___ Exercise data
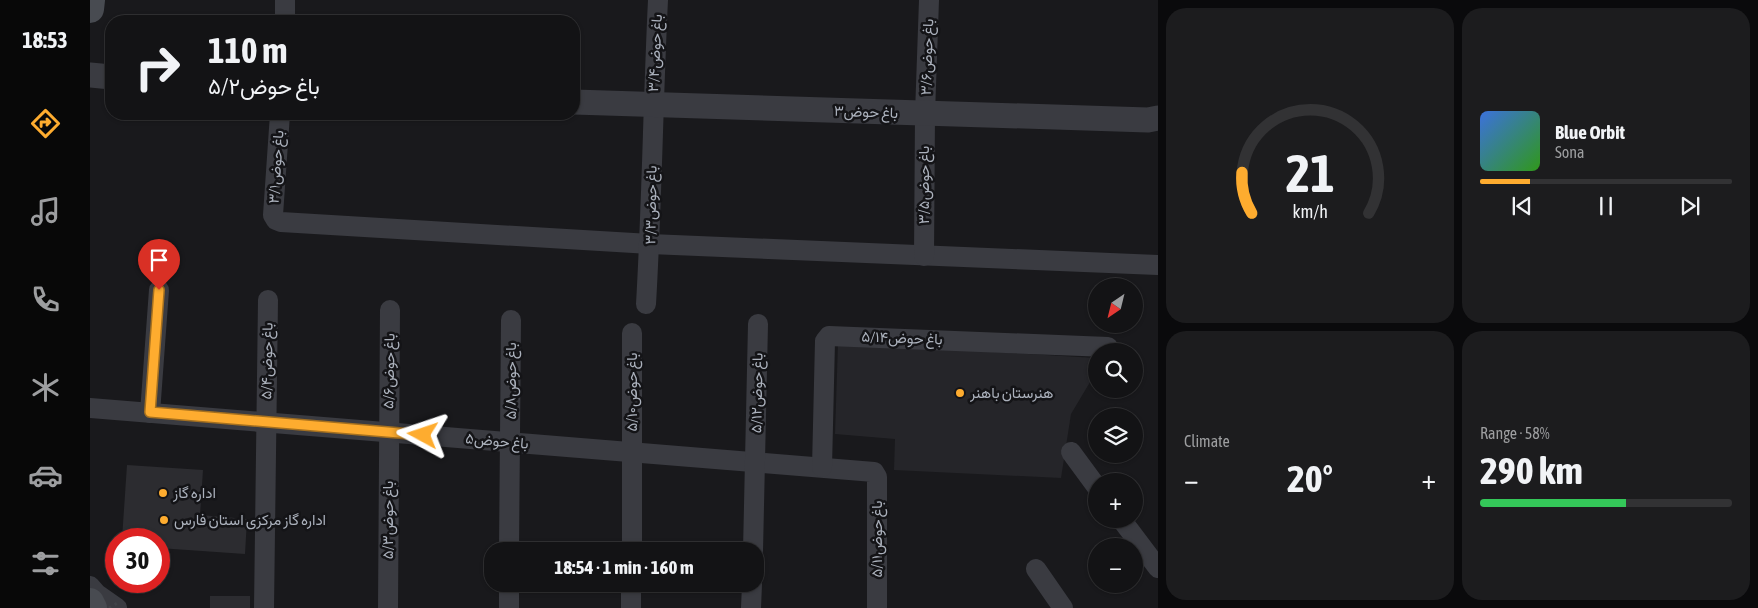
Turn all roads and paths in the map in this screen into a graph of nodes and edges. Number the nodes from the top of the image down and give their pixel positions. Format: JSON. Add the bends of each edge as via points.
{"nodes":[{"id":1,"x":91,"y":0,"type":"edge"},
{"id":2,"x":285,"y":0,"type":"edge"},
{"id":3,"x":658,"y":0,"type":"edge"},
{"id":4,"x":929,"y":0,"type":"edge"},
{"id":5,"x":90,"y":9,"type":"edge"},
{"id":6,"x":285,"y":15,"type":"edge"},
{"id":7,"x":90,"y":75,"type":"edge"},
{"id":8,"x":105,"y":76,"type":"edge"},
{"id":9,"x":580,"y":102,"type":"edge"},
{"id":10,"x":653,"y":106,"type":"junction"},
{"id":11,"x":924,"y":114,"type":"junction"},
{"id":12,"x":1158,"y":118,"type":"edge"},
{"id":13,"x":280,"y":120,"type":"edge"},
{"id":14,"x":650,"y":244,"type":"junction"},
{"id":15,"x":924,"y":256,"type":"junction"},
{"id":16,"x":1158,"y":265,"type":"edge"},
{"id":17,"x":159,"y":290,"type":"dead end"},
{"id":18,"x":268,"y":300,"type":"dead end"},
{"id":19,"x":646,"y":304,"type":"dead end"},
{"id":20,"x":390,"y":310,"type":"dead end"},
{"id":21,"x":511,"y":320,"type":"dead end"},
{"id":22,"x":758,"y":324,"type":"dead end"},
{"id":23,"x":632,"y":333,"type":"dead end"},
{"id":24,"x":1088,"y":346,"type":"edge"},
{"id":25,"x":90,"y":408,"type":"edge"},
{"id":26,"x":150,"y":412,"type":"junction"},
{"id":27,"x":266,"y":422,"type":"junction"},
{"id":28,"x":388,"y":432,"type":"junction"},
{"id":29,"x":510,"y":442,"type":"junction"},
{"id":30,"x":633,"y":452,"type":"junction"},
{"id":31,"x":1071,"y":452,"type":"dead end"},
{"id":32,"x":755,"y":462,"type":"junction"},
{"id":33,"x":822,"y":467,"type":"junction"},
{"id":34,"x":874,"y":472,"type":"joint"},
{"id":35,"x":1088,"y":475,"type":"edge"},
{"id":36,"x":1128,"y":528,"type":"edge"},
{"id":37,"x":509,"y":542,"type":"edge"},
{"id":38,"x":632,"y":542,"type":"edge"},
{"id":39,"x":753,"y":542,"type":"edge"},
{"id":40,"x":1158,"y":568,"type":"edge"},
{"id":41,"x":1036,"y":569,"type":"dead end"},
{"id":42,"x":90,"y":586,"type":"edge"},
{"id":43,"x":509,"y":592,"type":"edge"},
{"id":44,"x":631,"y":592,"type":"edge"},
{"id":45,"x":752,"y":592,"type":"edge"},
{"id":46,"x":90,"y":602,"type":"edge"},
{"id":47,"x":118,"y":605,"type":"edge"},
{"id":48,"x":93,"y":608,"type":"edge"},
{"id":49,"x":109,"y":608,"type":"edge"},
{"id":50,"x":264,"y":608,"type":"edge"},
{"id":51,"x":388,"y":608,"type":"edge"},
{"id":52,"x":509,"y":608,"type":"edge"},
{"id":53,"x":631,"y":608,"type":"edge"},
{"id":54,"x":751,"y":608,"type":"edge"},
{"id":55,"x":877,"y":608,"type":"edge"},
{"id":56,"x":1063,"y":608,"type":"edge"}],
"edges":[{"from":1,"to":5,"type":"main road"},
{"from":2,"to":6,"type":"street"},
{"from":3,"to":10,"type":"street","name":"باغ حوض۳/۴"},
{"from":4,"to":11,"type":"street","name":"باغ حوض۳/۶"},
{"from":7,"to":8,"type":"street"},
{"from":9,"to":10,"type":"street","name":"باغ حوض۳"},
{"from":10,"to":11,"type":"street","name":"باغ حوض۳"},
{"from":10,"to":14,"type":"street","name":"باغ حوض۳/۳"},
{"from":11,"to":12,"type":"street","name":"باغ حوض۳"},
{"from":11,"to":15,"type":"street","name":"باغ حوض۳/۵"},
{"from":13,"to":14,"type":"street","name":"باغ حوض۳/۱","via":[[273,215],[281,222]]},
{"from":14,"to":15,"type":"street"},
{"from":14,"to":19,"type":"street","name":"باغ حوض۳/۳"},
{"from":15,"to":16,"type":"street"},
{"from":17,"to":26,"type":"street"},
{"from":18,"to":27,"type":"street","name":"باغ حوض۵/۴"},
{"from":20,"to":28,"type":"street","name":"باغ حوض۵/۶"},
{"from":21,"to":29,"type":"street","name":"باغ حوض۵/۸"},
{"from":22,"to":32,"type":"street","name":"باغ حوض۵/۱۲"},
{"from":23,"to":30,"type":"street","name":"باغ حوض۵/۱۰"},
{"from":24,"to":33,"type":"street","name":"باغ حوض۵/۱۴","via":[[829,336],[825,341]]},
{"from":25,"to":26,"type":"street","name":"باغ حوض۵"},
{"from":26,"to":27,"type":"street","name":"باغ حوض۵"},
{"from":27,"to":28,"type":"street","name":"باغ حوض۵"},
{"from":27,"to":50,"type":"street","name":"باغ حوض۵/۴"},
{"from":28,"to":29,"type":"street","name":"باغ حوض۵"},
{"from":28,"to":51,"type":"street","name":"باغ حوض۵/۳"},
{"from":29,"to":30,"type":"street","name":"باغ حوض۵"},
{"from":29,"to":37,"type":"street","name":"باغ حوض۵/۸"},
{"from":30,"to":32,"type":"street","name":"باغ حوض۵"},
{"from":30,"to":38,"type":"street","name":"باغ حوض۵/۱۰"},
{"from":31,"to":35,"type":"street"},
{"from":32,"to":33,"type":"street","name":"باغ حوض۵"},
{"from":32,"to":39,"type":"street","name":"باغ حوض۵/۱۲"},
{"from":33,"to":34,"type":"street","name":"باغ حوض۵"},
{"from":34,"to":55,"type":"street","name":"باغ حوض۵/۱۱","via":[[877,477]]},
{"from":36,"to":40,"type":"street"},
{"from":41,"to":56,"type":"street"},
{"from":42,"to":47,"type":"street","via":[[97,594]]},
{"from":43,"to":52,"type":"street"},
{"from":44,"to":53,"type":"street"},
{"from":45,"to":54,"type":"street"},
{"from":46,"to":48,"type":"main road"},
{"from":47,"to":49,"type":"path","bridge":true}]}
______
** Task details **
Everything in the material above should be reproduced exactly, except the pictures.

** Output below **
Turn all roads and paths in the map in this screen into a graph of nodes and edges. Number the nodes from the top of the image down and give their pixel positions. Format: JSON. Add the bends of each edge as via points.
{"nodes":[{"id":1,"x":91,"y":0,"type":"edge"},
{"id":2,"x":285,"y":0,"type":"edge"},
{"id":3,"x":658,"y":0,"type":"edge"},
{"id":4,"x":929,"y":0,"type":"edge"},
{"id":5,"x":90,"y":9,"type":"edge"},
{"id":6,"x":285,"y":15,"type":"edge"},
{"id":7,"x":90,"y":75,"type":"edge"},
{"id":8,"x":105,"y":76,"type":"edge"},
{"id":9,"x":580,"y":102,"type":"edge"},
{"id":10,"x":653,"y":106,"type":"junction"},
{"id":11,"x":924,"y":114,"type":"junction"},
{"id":12,"x":1158,"y":118,"type":"edge"},
{"id":13,"x":280,"y":120,"type":"edge"},
{"id":14,"x":650,"y":244,"type":"junction"},
{"id":15,"x":924,"y":256,"type":"junction"},
{"id":16,"x":1158,"y":265,"type":"edge"},
{"id":17,"x":159,"y":290,"type":"dead end"},
{"id":18,"x":268,"y":300,"type":"dead end"},
{"id":19,"x":646,"y":304,"type":"dead end"},
{"id":20,"x":390,"y":310,"type":"dead end"},
{"id":21,"x":511,"y":320,"type":"dead end"},
{"id":22,"x":758,"y":324,"type":"dead end"},
{"id":23,"x":632,"y":333,"type":"dead end"},
{"id":24,"x":1088,"y":346,"type":"edge"},
{"id":25,"x":90,"y":408,"type":"edge"},
{"id":26,"x":150,"y":412,"type":"junction"},
{"id":27,"x":266,"y":422,"type":"junction"},
{"id":28,"x":388,"y":432,"type":"junction"},
{"id":29,"x":510,"y":442,"type":"junction"},
{"id":30,"x":633,"y":452,"type":"junction"},
{"id":31,"x":1071,"y":452,"type":"dead end"},
{"id":32,"x":755,"y":462,"type":"junction"},
{"id":33,"x":822,"y":467,"type":"junction"},
{"id":34,"x":874,"y":472,"type":"joint"},
{"id":35,"x":1088,"y":475,"type":"edge"},
{"id":36,"x":1128,"y":528,"type":"edge"},
{"id":37,"x":509,"y":542,"type":"edge"},
{"id":38,"x":632,"y":542,"type":"edge"},
{"id":39,"x":753,"y":542,"type":"edge"},
{"id":40,"x":1158,"y":568,"type":"edge"},
{"id":41,"x":1036,"y":569,"type":"dead end"},
{"id":42,"x":90,"y":586,"type":"edge"},
{"id":43,"x":509,"y":592,"type":"edge"},
{"id":44,"x":631,"y":592,"type":"edge"},
{"id":45,"x":752,"y":592,"type":"edge"},
{"id":46,"x":90,"y":602,"type":"edge"},
{"id":47,"x":118,"y":605,"type":"edge"},
{"id":48,"x":93,"y":608,"type":"edge"},
{"id":49,"x":109,"y":608,"type":"edge"},
{"id":50,"x":264,"y":608,"type":"edge"},
{"id":51,"x":388,"y":608,"type":"edge"},
{"id":52,"x":509,"y":608,"type":"edge"},
{"id":53,"x":631,"y":608,"type":"edge"},
{"id":54,"x":751,"y":608,"type":"edge"},
{"id":55,"x":877,"y":608,"type":"edge"},
{"id":56,"x":1063,"y":608,"type":"edge"}],
"edges":[{"from":1,"to":5,"type":"main road"},
{"from":2,"to":6,"type":"street"},
{"from":3,"to":10,"type":"street","name":"باغ حوض۳/۴"},
{"from":4,"to":11,"type":"street","name":"باغ حوض۳/۶"},
{"from":7,"to":8,"type":"street"},
{"from":9,"to":10,"type":"street","name":"باغ حوض۳"},
{"from":10,"to":11,"type":"street","name":"باغ حوض۳"},
{"from":10,"to":14,"type":"street","name":"باغ حوض۳/۳"},
{"from":11,"to":12,"type":"street","name":"باغ حوض۳"},
{"from":11,"to":15,"type":"street","name":"باغ حوض۳/۵"},
{"from":13,"to":14,"type":"street","name":"باغ حوض۳/۱","via":[[273,215],[281,222]]},
{"from":14,"to":15,"type":"street"},
{"from":14,"to":19,"type":"street","name":"باغ حوض۳/۳"},
{"from":15,"to":16,"type":"street"},
{"from":17,"to":26,"type":"street"},
{"from":18,"to":27,"type":"street","name":"باغ حوض۵/۴"},
{"from":20,"to":28,"type":"street","name":"باغ حوض۵/۶"},
{"from":21,"to":29,"type":"street","name":"باغ حوض۵/۸"},
{"from":22,"to":32,"type":"street","name":"باغ حوض۵/۱۲"},
{"from":23,"to":30,"type":"street","name":"باغ حوض۵/۱۰"},
{"from":24,"to":33,"type":"street","name":"باغ حوض۵/۱۴","via":[[829,336],[825,341]]},
{"from":25,"to":26,"type":"street","name":"باغ حوض۵"},
{"from":26,"to":27,"type":"street","name":"باغ حوض۵"},
{"from":27,"to":28,"type":"street","name":"باغ حوض۵"},
{"from":27,"to":50,"type":"street","name":"باغ حوض۵/۴"},
{"from":28,"to":29,"type":"street","name":"باغ حوض۵"},
{"from":28,"to":51,"type":"street","name":"باغ حوض۵/۳"},
{"from":29,"to":30,"type":"street","name":"باغ حوض۵"},
{"from":29,"to":37,"type":"street","name":"باغ حوض۵/۸"},
{"from":30,"to":32,"type":"street","name":"باغ حوض۵"},
{"from":30,"to":38,"type":"street","name":"باغ حوض۵/۱۰"},
{"from":31,"to":35,"type":"street"},
{"from":32,"to":33,"type":"street","name":"باغ حوض۵"},
{"from":32,"to":39,"type":"street","name":"باغ حوض۵/۱۲"},
{"from":33,"to":34,"type":"street","name":"باغ حوض۵"},
{"from":34,"to":55,"type":"street","name":"باغ حوض۵/۱۱","via":[[877,477]]},
{"from":36,"to":40,"type":"street"},
{"from":41,"to":56,"type":"street"},
{"from":42,"to":47,"type":"street","via":[[97,594]]},
{"from":43,"to":52,"type":"street"},
{"from":44,"to":53,"type":"street"},
{"from":45,"to":54,"type":"street"},
{"from":46,"to":48,"type":"main road"},
{"from":47,"to":49,"type":"path","bridge":true}]}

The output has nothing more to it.